AIM OF THE EXERCISE: Please write out every record exactly, but keep any images out of it.

(Dataset excerpts)
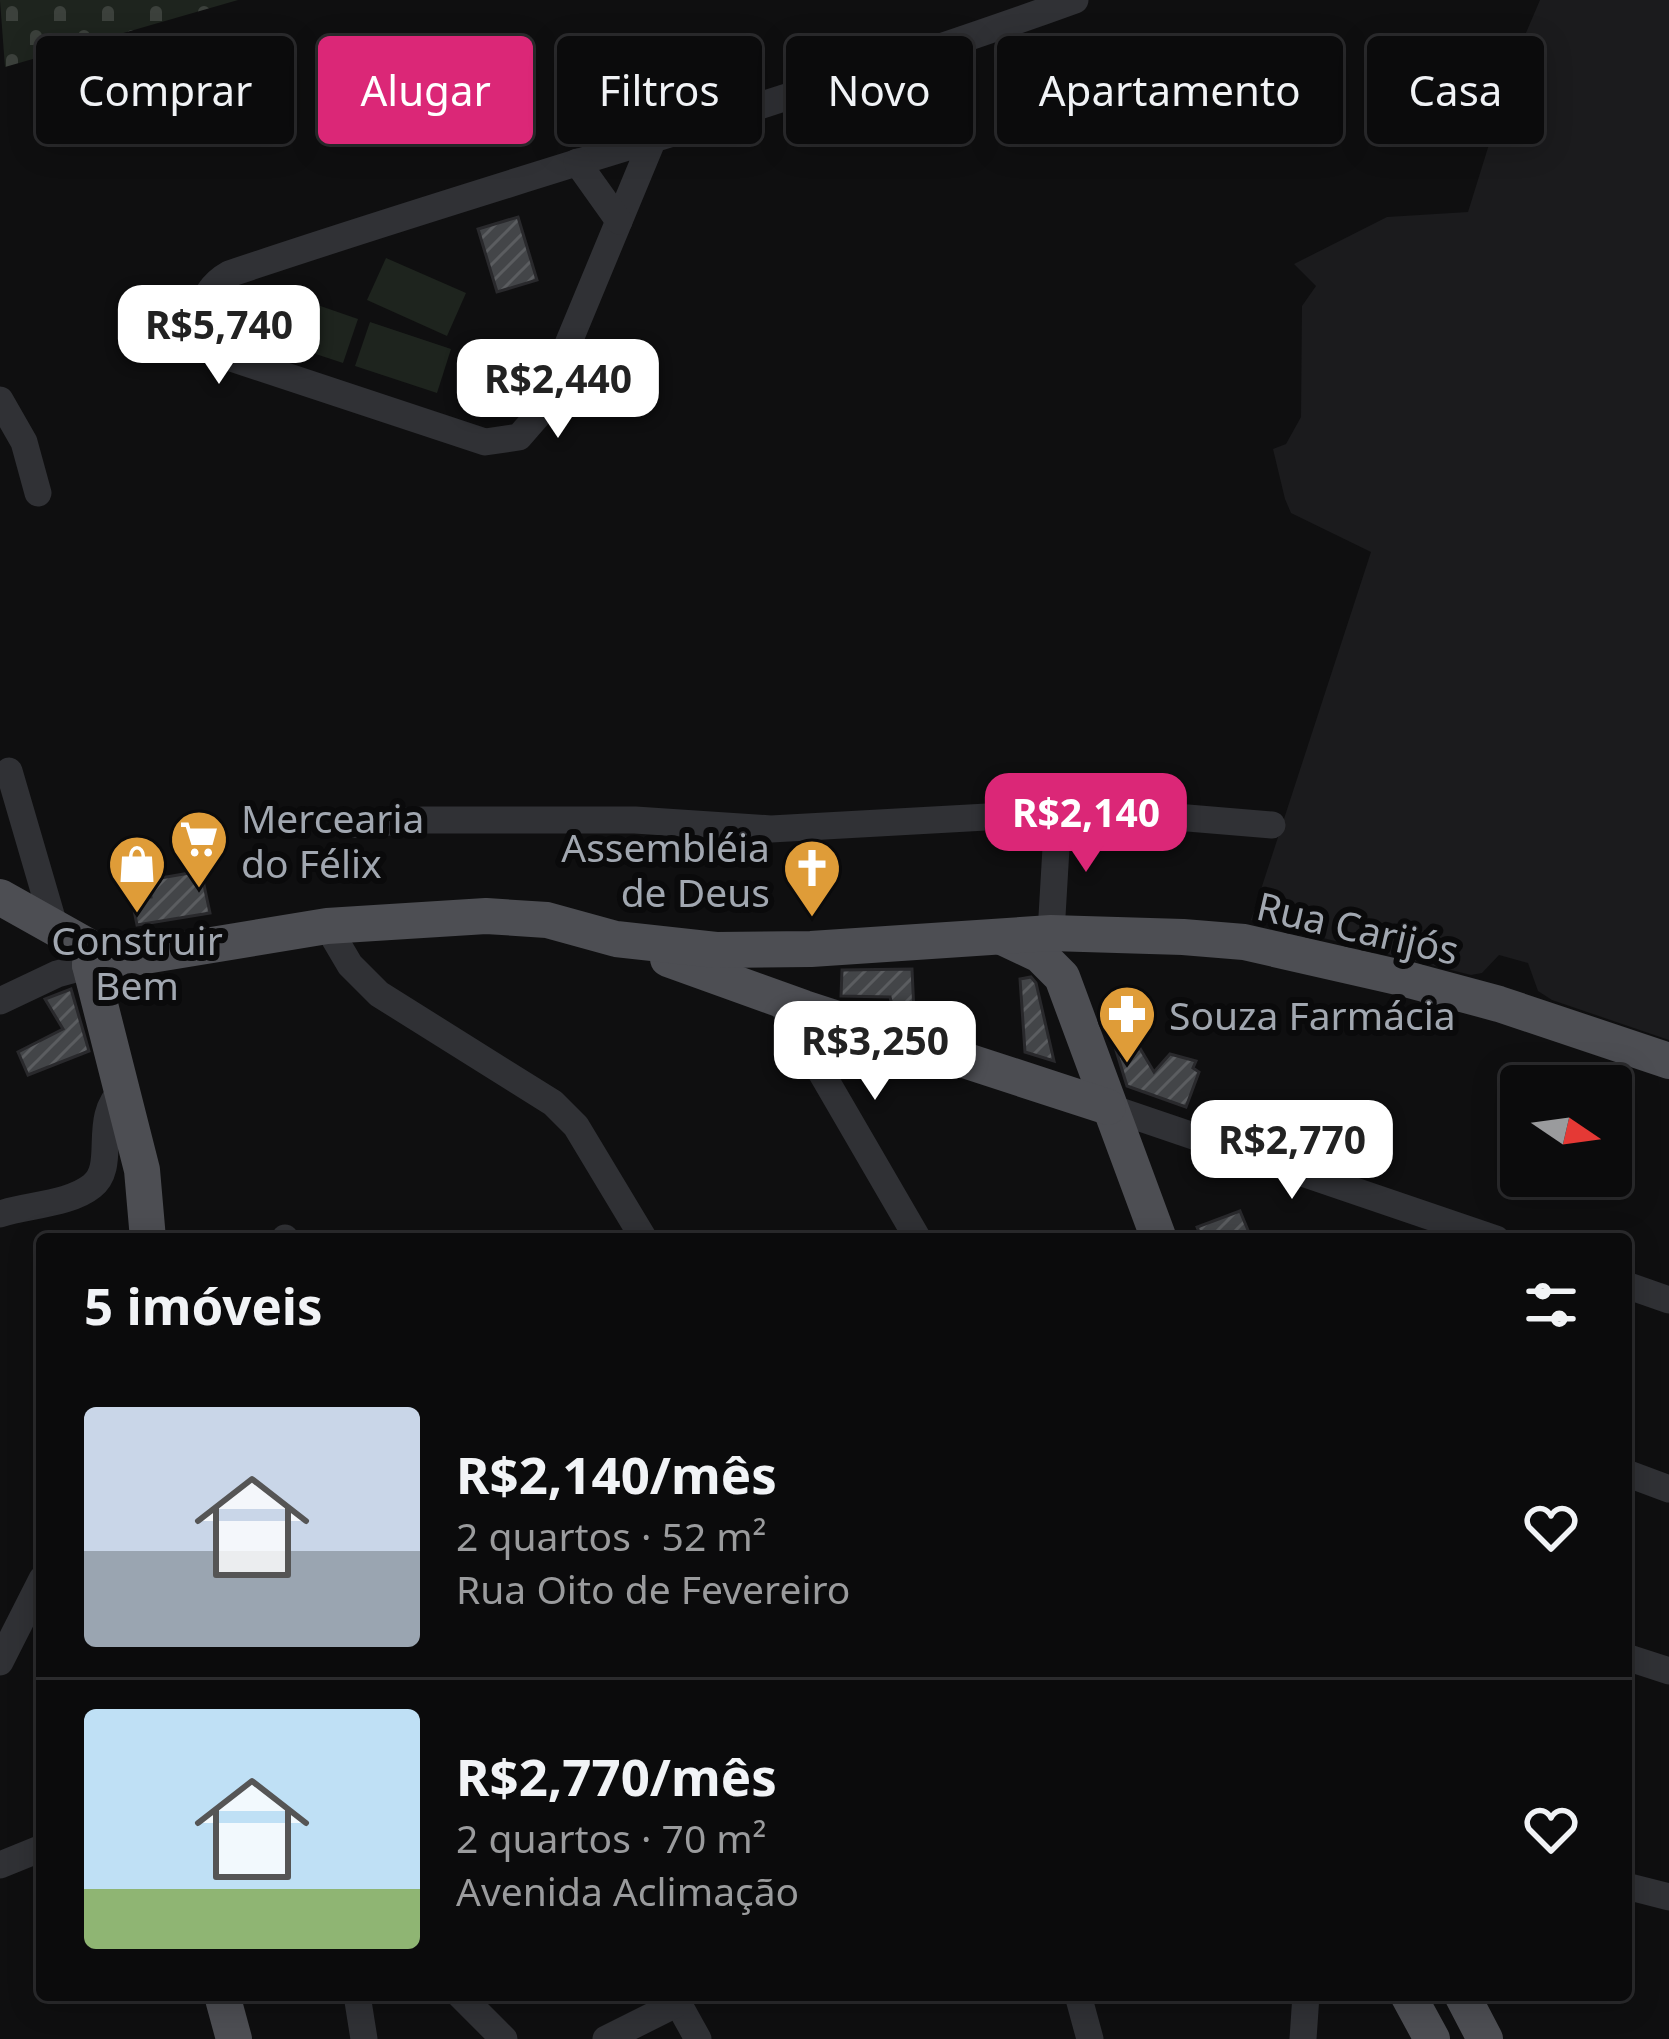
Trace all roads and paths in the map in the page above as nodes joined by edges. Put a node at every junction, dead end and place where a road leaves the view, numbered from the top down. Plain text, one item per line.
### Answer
1 (1076, 0) edge
2 (762, 105) edge
3 (636, 144) edge
4 (651, 144) edge
5 (577, 162) junction
6 (619, 220) junction
7 (0, 400) edge
8 (38, 493) dead end
9 (9, 771) dead end
10 (1058, 814) junction
11 (343, 825) dead end
12 (1272, 825) dead end
13 (0, 897) edge
14 (0, 920) edge
15 (54, 925) junction
16 (327, 926) junction
17 (1052, 933) junction
18 (1111, 934) junction
19 (1001, 937) junction
20 (616, 940) junction
21 (811, 949) junction
22 (102, 963) junction
23 (1062, 977) junction
24 (0, 1000) edge
25 (791, 1003) junction
26 (1669, 1061) edge
27 (123, 1090) junction
28 (1108, 1107) junction
29 (0, 1214) edge
30 (148, 1233) edge
31 (640, 1233) edge
32 (915, 1233) edge
33 (1157, 1233) edge
34 (1478, 1233) edge
35 (1632, 1287) edge
36 (1669, 1300) edge
37 (1632, 1475) edge
38 (1669, 1489) edge
39 (36, 1591) edge
40 (1632, 1659) edge
41 (0, 1662) edge
42 (1669, 1671) edge
43 (36, 1850) edge
44 (0, 1865) edge
45 (1632, 1888) edge
46 (1669, 1898) edge
47 (224, 2001) edge
48 (358, 2001) edge
49 (466, 2001) edge
50 (677, 2001) edge
51 (682, 2001) edge
52 (1080, 2001) edge
53 (1306, 2001) edge
54 (1411, 2001) edge
55 (1465, 2001) edge
56 (234, 2039) edge
57 (364, 2039) edge
58 (504, 2039) edge
59 (606, 2039) edge
60 (698, 2039) edge
61 (1090, 2039) edge
62 (1303, 2039) edge
63 (1432, 2039) edge
64 (1485, 2039) edge

1 - 2 street
3 - 5 street
4 - 6 street
5 - 6 street
5 - 6 street
7 - 8 street
9 - 15 street
10 - 11 street
10 - 12 street
10 - 17 street
13 - 15 main road
14 - 22 main road
15 - 22 main road
16 - 20 main road, Rua Carijós
16 - 22 main road, Rua Carijós
16 - 31 street
17 - 18 main road, Rua Carijós
17 - 19 main road, Rua Carijós
18 - 23 main road
18 - 26 main road, Rua Carijós
19 - 21 main road, Rua Carijós
19 - 23 main road
20 - 21 main road, Rua Carijós
20 - 25 main road
21 - 25 main road
22 - 24 street
22 - 27 main road
23 - 28 main road
25 - 28 main road
25 - 32 street
27 - 29 street
27 - 30 main road
28 - 33 main road
28 - 34 street
35 - 36 street
37 - 38 street
39 - 41 street
40 - 42 street
43 - 44 street
45 - 46 street
47 - 56 main road
48 - 57 street
49 - 58 street
50 - 59 street
51 - 60 street
52 - 61 street
53 - 62 street
54 - 63 main road
55 - 64 main road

SOLUTION FOR THIS EXERCISE:
Trace all roads and paths in the map in the page above as nodes joined by edges. Put a node at every junction, dead end and place where a road leaves the view, numbered from the top down. Plain text, one item per line.
### Answer
1 (1076, 0) edge
2 (762, 105) edge
3 (636, 144) edge
4 (651, 144) edge
5 (577, 162) junction
6 (619, 220) junction
7 (0, 400) edge
8 (38, 493) dead end
9 (9, 771) dead end
10 (1058, 814) junction
11 (343, 825) dead end
12 (1272, 825) dead end
13 (0, 897) edge
14 (0, 920) edge
15 (54, 925) junction
16 (327, 926) junction
17 (1052, 933) junction
18 (1111, 934) junction
19 (1001, 937) junction
20 (616, 940) junction
21 (811, 949) junction
22 (102, 963) junction
23 (1062, 977) junction
24 (0, 1000) edge
25 (791, 1003) junction
26 (1669, 1061) edge
27 (123, 1090) junction
28 (1108, 1107) junction
29 (0, 1214) edge
30 (148, 1233) edge
31 (640, 1233) edge
32 (915, 1233) edge
33 (1157, 1233) edge
34 (1478, 1233) edge
35 (1632, 1287) edge
36 (1669, 1300) edge
37 (1632, 1475) edge
38 (1669, 1489) edge
39 (36, 1591) edge
40 (1632, 1659) edge
41 (0, 1662) edge
42 (1669, 1671) edge
43 (36, 1850) edge
44 (0, 1865) edge
45 (1632, 1888) edge
46 (1669, 1898) edge
47 (224, 2001) edge
48 (358, 2001) edge
49 (466, 2001) edge
50 (677, 2001) edge
51 (682, 2001) edge
52 (1080, 2001) edge
53 (1306, 2001) edge
54 (1411, 2001) edge
55 (1465, 2001) edge
56 (234, 2039) edge
57 (364, 2039) edge
58 (504, 2039) edge
59 (606, 2039) edge
60 (698, 2039) edge
61 (1090, 2039) edge
62 (1303, 2039) edge
63 (1432, 2039) edge
64 (1485, 2039) edge

1 - 2 street
3 - 5 street
4 - 6 street
5 - 6 street
5 - 6 street
7 - 8 street
9 - 15 street
10 - 11 street
10 - 12 street
10 - 17 street
13 - 15 main road
14 - 22 main road
15 - 22 main road
16 - 20 main road, Rua Carijós
16 - 22 main road, Rua Carijós
16 - 31 street
17 - 18 main road, Rua Carijós
17 - 19 main road, Rua Carijós
18 - 23 main road
18 - 26 main road, Rua Carijós
19 - 21 main road, Rua Carijós
19 - 23 main road
20 - 21 main road, Rua Carijós
20 - 25 main road
21 - 25 main road
22 - 24 street
22 - 27 main road
23 - 28 main road
25 - 28 main road
25 - 32 street
27 - 29 street
27 - 30 main road
28 - 33 main road
28 - 34 street
35 - 36 street
37 - 38 street
39 - 41 street
40 - 42 street
43 - 44 street
45 - 46 street
47 - 56 main road
48 - 57 street
49 - 58 street
50 - 59 street
51 - 60 street
52 - 61 street
53 - 62 street
54 - 63 main road
55 - 64 main road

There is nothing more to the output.